I am attempting to simulate an sde system of the following form $$ dX_t=\sqrt{\vert aX+bY\vert}dW^1_t \\ dY_t=\sqrt{\vert cX+dY \vert}dW^2_t $$ where $W=(W^1,W^2)$ is a standard two dimensional Brownian motion by using the Euler scheme. $$ X(t_{i+1})=X(t_i)+\sqrt{\vert aX(t_i)+bY(t_i)\vert} (W^{(1)}(t_{i+1})-W^{(1)}(t_i))\\ Y(t_{i+1})=Y(t_i)+\sqrt{\vert cX(t_i)+dY(t_i)\vert} (W^{(2)}(t_{i+1})-W^{(2)}(t_i)) $$
. In order to implement an euler scheme in Java I intend to use a Standard normal sample generator from
My question is that every time step of the Euler-Maruyama scheme can i just use normal distribution with variance $t_{i+1}-t_i$ to sample both $(W^{(1)}(t_{i+1})-W^{(1)}(t_i))$ and $(W^{(2)}(t_{i+1})-W^{(2)}(t_i))$.
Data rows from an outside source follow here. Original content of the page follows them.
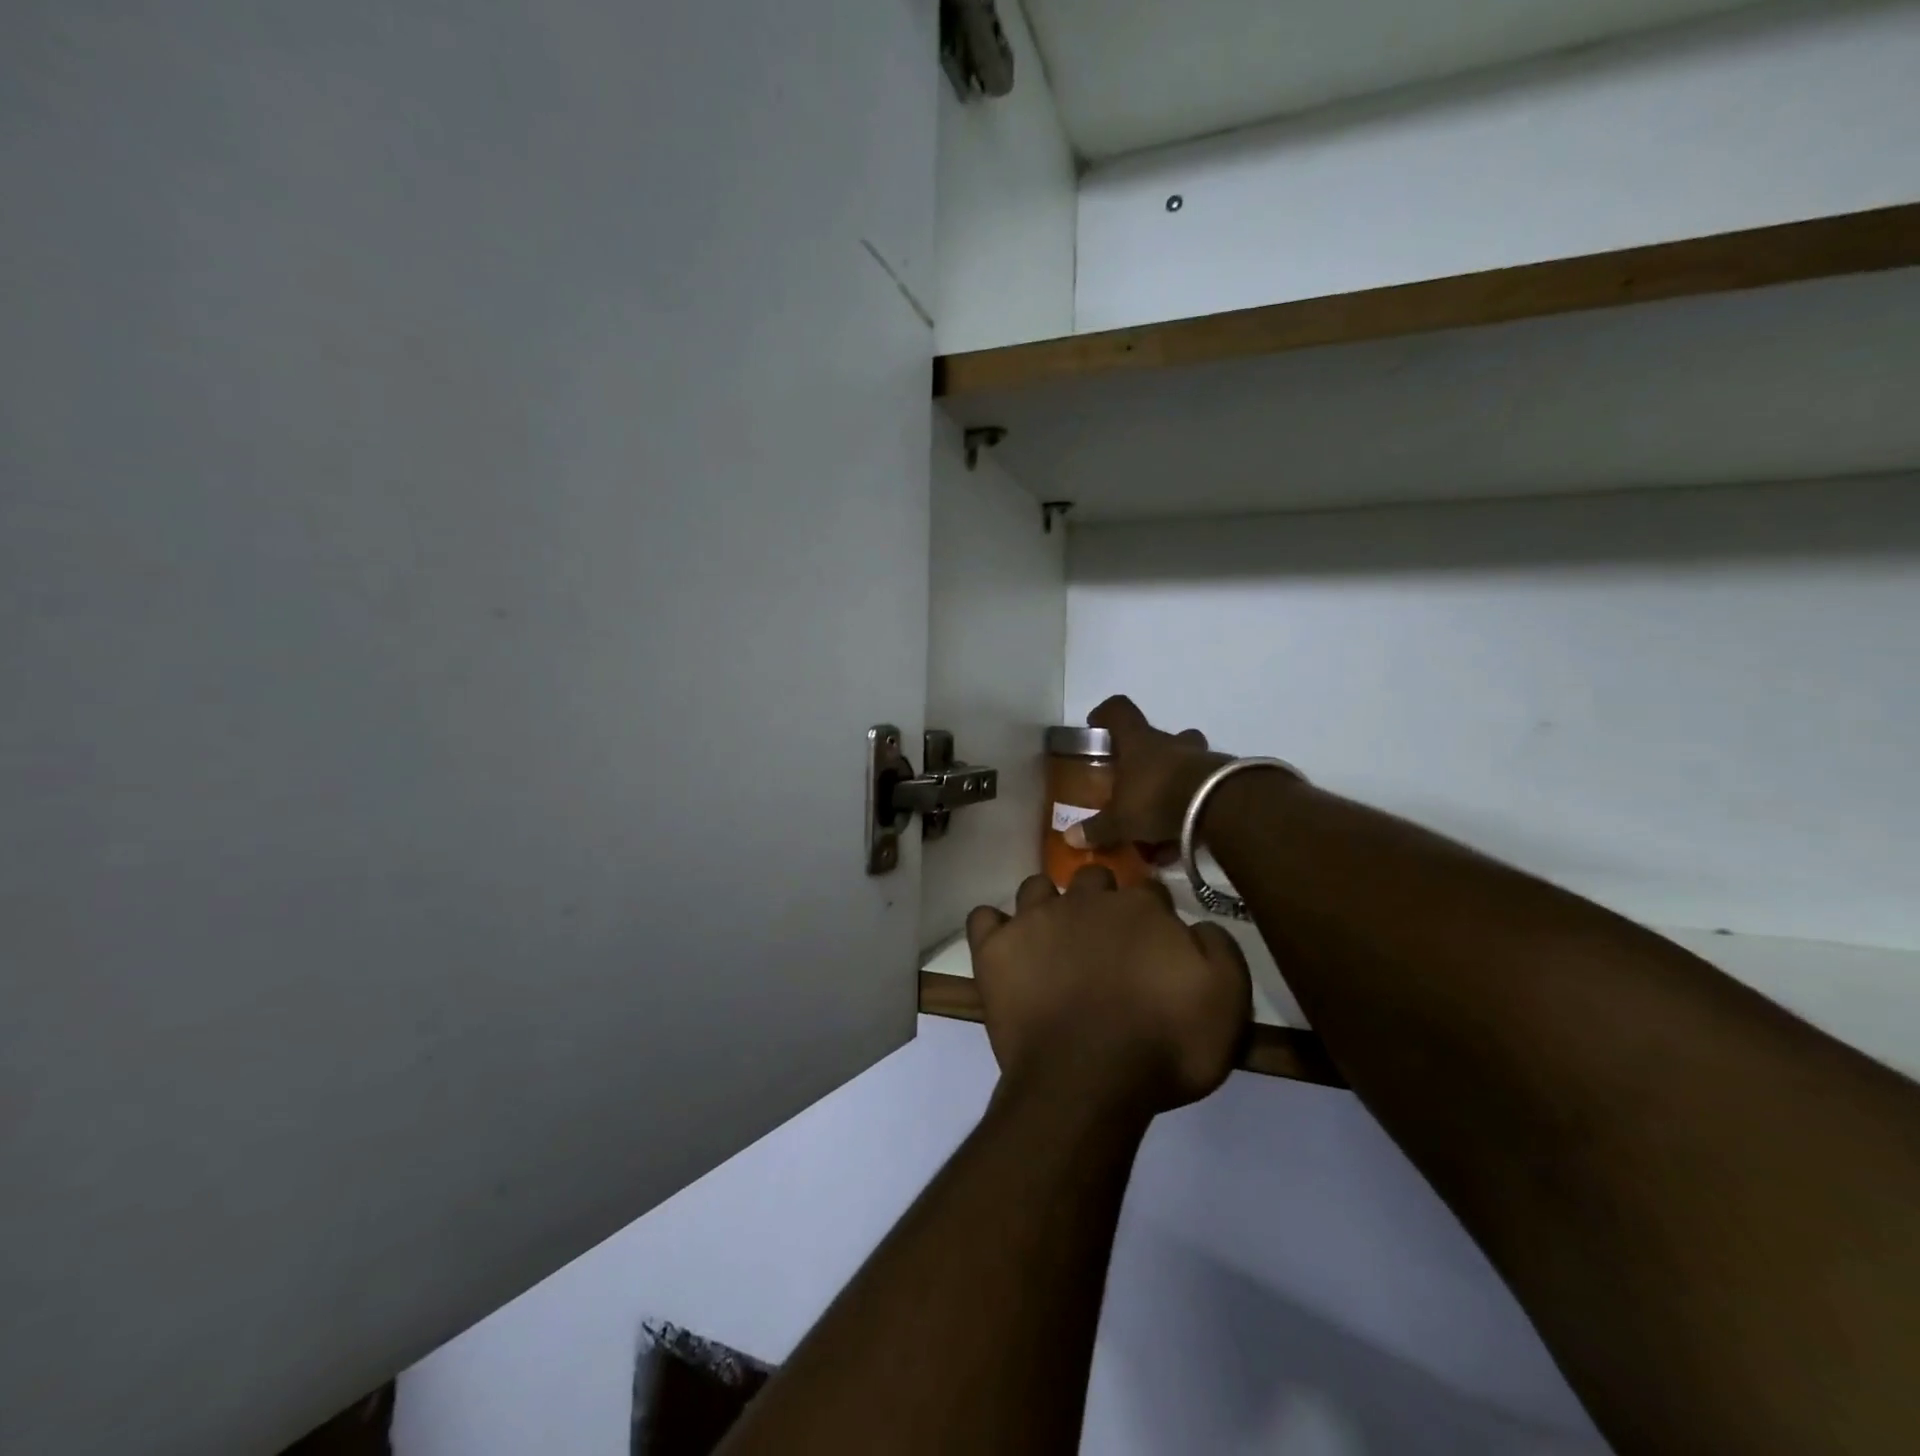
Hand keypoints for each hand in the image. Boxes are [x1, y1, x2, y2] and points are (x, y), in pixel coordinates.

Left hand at [966, 868, 1251, 1116]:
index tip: (1154, 942)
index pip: (1149, 891)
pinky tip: (1004, 945)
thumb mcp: (1227, 1003)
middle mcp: (1085, 900)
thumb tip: (1199, 926)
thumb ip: (1220, 950)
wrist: (1087, 1080)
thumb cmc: (1163, 1046)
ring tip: (1051, 937)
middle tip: (1103, 939)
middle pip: (1093, 879)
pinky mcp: (996, 948)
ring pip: (1037, 887)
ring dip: (1046, 904)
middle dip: (1100, 899)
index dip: (1153, 915)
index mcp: (1140, 908)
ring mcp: (1035, 919)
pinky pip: (984, 919)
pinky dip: (994, 928)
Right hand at [1066, 695, 1233, 857]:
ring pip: (1184, 760)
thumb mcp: (1120, 819)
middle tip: (1135, 779)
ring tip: (1160, 813)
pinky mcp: (1223, 780)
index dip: (1105, 714)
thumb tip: (1069, 838)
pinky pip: (1200, 789)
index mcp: (1138, 741)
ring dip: (1173, 780)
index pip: (1119, 710)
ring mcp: (1200, 758)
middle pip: (1158, 736)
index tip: (1096, 726)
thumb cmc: (1156, 798)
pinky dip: (1189, 808)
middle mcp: (1170, 743)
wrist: (1217, 806)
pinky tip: (1181, 836)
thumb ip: (1097, 828)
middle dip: (1147, 755)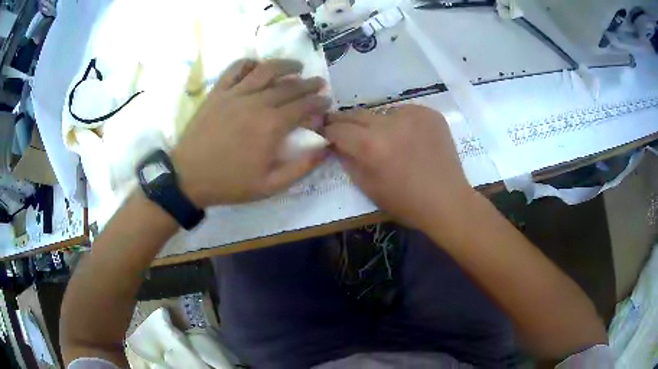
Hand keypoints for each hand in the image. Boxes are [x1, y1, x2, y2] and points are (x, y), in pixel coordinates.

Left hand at [172, 59, 330, 206]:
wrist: (189, 177)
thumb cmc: (230, 183)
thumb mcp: (270, 186)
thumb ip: (301, 167)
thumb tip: (325, 148)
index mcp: (271, 126)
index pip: (303, 106)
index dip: (319, 102)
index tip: (327, 101)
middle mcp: (256, 103)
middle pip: (289, 86)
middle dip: (309, 83)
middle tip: (319, 83)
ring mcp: (235, 94)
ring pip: (266, 70)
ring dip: (285, 65)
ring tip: (297, 66)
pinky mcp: (218, 93)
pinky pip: (235, 69)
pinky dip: (249, 63)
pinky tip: (257, 66)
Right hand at [325, 105, 474, 231]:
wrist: (447, 200)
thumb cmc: (406, 202)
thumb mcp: (368, 187)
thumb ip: (348, 161)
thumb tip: (337, 144)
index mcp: (371, 145)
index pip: (338, 129)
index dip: (327, 131)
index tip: (325, 134)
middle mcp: (389, 123)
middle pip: (356, 114)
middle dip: (346, 122)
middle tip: (343, 129)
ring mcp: (412, 114)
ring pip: (381, 113)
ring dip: (376, 124)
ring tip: (384, 139)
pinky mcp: (429, 113)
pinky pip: (404, 112)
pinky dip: (400, 123)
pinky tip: (408, 138)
How can I ensure that the two brownian motions generated are actually independent . Do I need a clever trick in order to implement this or the pseudorandom generator generates independent sample every single time.
Ofocurse since the coefffients are non-Lipchitz there might be problems of non-convergence but I am not really worried about them since I just use this as an example. I assume that there exists a strong unique solution to this system.